Career Opportunities in the Financial Sector
 
Good Afternoon
 
I am pleased to speak this afternoon to a young audience aspiring to join the financial sector in a near term.
 
First, I have to thank you for inviting me to make this presentation. My entire career has been in the financial sector, notably with the Bank of Mauritius from the start of the Bank in 1967. As such, I have been a privileged witness over the years of the dramatic changes that have taken place in the financial sector both in Mauritius and in the global economy. In 2001, I was appointed Chairman of the Financial Services Commission (FSC) which is responsible for the regulation and supervision of all non-bank financial activities, including the Stock Exchange, the insurance sector, offshore business and all other non-bank financial activities. The mission of the Board of the FSC is to achieve a worldclass integrated regulation for Mauritius’ non-bank financial services sector and I can assure you that it is pursuing this objective with the greatest determination.
 
2. Nature of financial intermediation
 
The first point to note is that those working in the financial sector are essentially engaged in the provision of services. The quality of services provided varies from one person to another in general. However, in financial institutions, there are thresholds below which a service given to the public cannot go down. These basic levels of service determine every financial institution’s standing and competitive edge on the market. Financial institutions typically allocate funds that have been pooled together from those who have surpluses to end users who  are typically borrowers of money. This is referred to as intermediation. Financial intermediation is fraught with risks. Accordingly, the job of the financial service provider is to carefully balance the risks taken. The extent to which he succeeds in so doing will determine whether he will make profits or otherwise.

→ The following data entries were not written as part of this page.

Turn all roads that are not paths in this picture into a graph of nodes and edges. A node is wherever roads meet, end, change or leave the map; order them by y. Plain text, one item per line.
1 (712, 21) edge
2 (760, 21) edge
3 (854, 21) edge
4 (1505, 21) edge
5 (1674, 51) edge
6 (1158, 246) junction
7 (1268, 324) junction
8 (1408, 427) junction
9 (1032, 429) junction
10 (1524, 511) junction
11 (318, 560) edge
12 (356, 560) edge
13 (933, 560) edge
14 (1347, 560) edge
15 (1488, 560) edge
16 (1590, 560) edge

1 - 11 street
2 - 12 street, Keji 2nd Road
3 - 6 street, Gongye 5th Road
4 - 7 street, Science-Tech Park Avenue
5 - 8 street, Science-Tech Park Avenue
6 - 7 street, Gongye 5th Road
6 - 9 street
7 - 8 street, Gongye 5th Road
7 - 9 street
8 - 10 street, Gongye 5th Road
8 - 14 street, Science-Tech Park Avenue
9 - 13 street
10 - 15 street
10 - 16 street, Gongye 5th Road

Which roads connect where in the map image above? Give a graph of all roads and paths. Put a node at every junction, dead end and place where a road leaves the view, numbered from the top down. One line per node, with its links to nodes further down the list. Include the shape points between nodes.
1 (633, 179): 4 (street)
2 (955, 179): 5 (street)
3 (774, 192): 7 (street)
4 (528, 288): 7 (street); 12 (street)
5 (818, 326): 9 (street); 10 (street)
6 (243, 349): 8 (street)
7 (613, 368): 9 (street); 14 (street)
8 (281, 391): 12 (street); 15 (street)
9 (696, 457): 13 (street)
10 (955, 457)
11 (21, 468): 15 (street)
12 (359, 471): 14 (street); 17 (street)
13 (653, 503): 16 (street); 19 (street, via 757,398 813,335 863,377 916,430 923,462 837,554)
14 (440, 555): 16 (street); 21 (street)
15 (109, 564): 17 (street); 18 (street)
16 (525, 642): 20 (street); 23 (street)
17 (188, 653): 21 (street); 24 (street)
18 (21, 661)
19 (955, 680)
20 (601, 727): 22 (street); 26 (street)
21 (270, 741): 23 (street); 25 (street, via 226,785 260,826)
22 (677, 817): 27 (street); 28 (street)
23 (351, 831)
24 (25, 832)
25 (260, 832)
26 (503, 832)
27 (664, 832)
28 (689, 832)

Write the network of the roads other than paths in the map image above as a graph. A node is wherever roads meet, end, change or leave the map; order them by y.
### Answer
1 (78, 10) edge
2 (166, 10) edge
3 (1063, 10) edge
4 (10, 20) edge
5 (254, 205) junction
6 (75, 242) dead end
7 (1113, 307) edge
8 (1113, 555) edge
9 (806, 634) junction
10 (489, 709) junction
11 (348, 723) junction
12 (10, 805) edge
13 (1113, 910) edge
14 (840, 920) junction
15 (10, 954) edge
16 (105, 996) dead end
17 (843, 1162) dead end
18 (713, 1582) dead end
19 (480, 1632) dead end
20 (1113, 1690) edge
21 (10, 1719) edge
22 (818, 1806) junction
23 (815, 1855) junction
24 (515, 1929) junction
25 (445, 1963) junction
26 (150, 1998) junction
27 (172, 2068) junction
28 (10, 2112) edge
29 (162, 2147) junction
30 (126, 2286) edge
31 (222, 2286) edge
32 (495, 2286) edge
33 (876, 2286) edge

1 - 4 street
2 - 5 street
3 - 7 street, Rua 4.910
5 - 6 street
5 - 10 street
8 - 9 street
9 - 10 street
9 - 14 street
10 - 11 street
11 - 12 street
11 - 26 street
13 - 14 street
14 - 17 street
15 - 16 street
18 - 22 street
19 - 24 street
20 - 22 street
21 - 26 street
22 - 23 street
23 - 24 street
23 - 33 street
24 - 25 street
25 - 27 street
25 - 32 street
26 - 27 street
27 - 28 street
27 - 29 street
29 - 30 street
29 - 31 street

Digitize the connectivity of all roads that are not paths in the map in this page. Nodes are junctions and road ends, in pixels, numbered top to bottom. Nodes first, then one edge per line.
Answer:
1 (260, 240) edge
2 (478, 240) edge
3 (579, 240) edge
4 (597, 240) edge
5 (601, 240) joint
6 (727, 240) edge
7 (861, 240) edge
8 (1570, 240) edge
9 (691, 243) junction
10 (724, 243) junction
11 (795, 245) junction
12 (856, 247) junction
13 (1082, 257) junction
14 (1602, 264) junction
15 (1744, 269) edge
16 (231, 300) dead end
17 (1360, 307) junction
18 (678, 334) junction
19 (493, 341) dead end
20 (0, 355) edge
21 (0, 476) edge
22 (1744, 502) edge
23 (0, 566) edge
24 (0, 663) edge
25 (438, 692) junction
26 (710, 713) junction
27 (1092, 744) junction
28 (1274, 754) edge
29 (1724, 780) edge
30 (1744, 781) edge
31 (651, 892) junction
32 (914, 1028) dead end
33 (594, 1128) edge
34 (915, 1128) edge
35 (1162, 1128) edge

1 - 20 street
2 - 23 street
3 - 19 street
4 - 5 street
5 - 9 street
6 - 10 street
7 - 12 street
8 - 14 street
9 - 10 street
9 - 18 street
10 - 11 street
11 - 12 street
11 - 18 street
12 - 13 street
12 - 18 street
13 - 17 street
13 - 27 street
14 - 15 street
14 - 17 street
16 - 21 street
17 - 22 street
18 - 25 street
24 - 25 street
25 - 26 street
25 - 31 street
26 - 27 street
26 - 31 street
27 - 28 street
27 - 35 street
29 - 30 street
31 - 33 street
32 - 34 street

This is a serious matter. If the risks are excessive, the financial service provider would turn up successive losses. The effect of such losses would be to gradually erode the capital of the financial institution. Such a situation would result in the public loss of confidence in the concerned institution. Seeing this signal, if the public then rushed to withdraw its money from it, the institution would collapse with consequences that you can only guess.
 
3. Skills
 
From what I have just described to you, it is easy to make out that the golden rule in financial institutions is to control and manage risks. It constitutes the core principle underlying a well-run successful and sustainable financial institution. This fundamental canon of good governance in financial intermediation has remained immutable over centuries, no matter how much the style and delivery of financial services have undergone transformations over the years. Those who have acted contrary to this basic principle have witnessed the inescapable failure of their institutions.
 
So we have good management as an essential ingredient for successful financial intermediation. There is normally a division of duties in financial institutions. Jobs at the lower level would call for simple skills such as a sound knowledge of mathematics combined with accounting skills. You could manage with the simpler transactions with this amount of knowledge coupled with a good dose of on-the-job training. It goes without saying that modern financial institutions are usually highly computerized. You would therefore need to be equipped with reasonable IT skills even at the junior levels of administration. 
 
At the higher levels, complex transactions and decisions are involved. They relate to processing of applications for loans in the case of banks or making complex investment decisions, calculating the amount of risk taken on a portfolio, analyzing cash flows of clients and the institution itself, matching liquidity and earnings objectives of the institution as well as forecasting market trends and taking positions based on such forecasts. In the financial futures markets, where derivatives are traded, including products such as futures, options and swaps, sophisticated mathematical models are used to determine the value at risk and
the appropriate hedge to be taken in the circumstances.
 
These complex transactions require a much higher level of skills. They involve the competencies of holders of specialized degrees and professional qualifications in the fields of finance, economics, accounting, actuarial studies, financial legal structuring, business administration and management, depending on the principal focus of the relevant financial institution. In most cases, the successful financial service provider at this level combines one or more of these high level skills and a massive dose of experience gained on the market. Accordingly, multi-skilled personnel carry a premium and financial institutions are ready to pay a price for it for such positions.
 
Translated in simple terms, this means that a long-term well-sustained career in the financial sector should be based on specialized skills and extensive knowledge and mastery of the twists and turns of the markets. One cannot go too far in financial institutions today with simple qualifications even though this was possible in a not too remote past. The markets are unforgiving to practitioners who cannot go deep enough and who make miscalculations on the risks taken. Given the serious implications that this situation has for financial institutions, team-work and collective decision making are employed to ward off the potential dangers.
 
4. Going Global
 
Technology has become an inescapable and integral part of the platform on which financial services are delivered worldwide. It is a cornerstone on which competition is driven on the markets. A mastery of technology support systems in financial activities will be an asset.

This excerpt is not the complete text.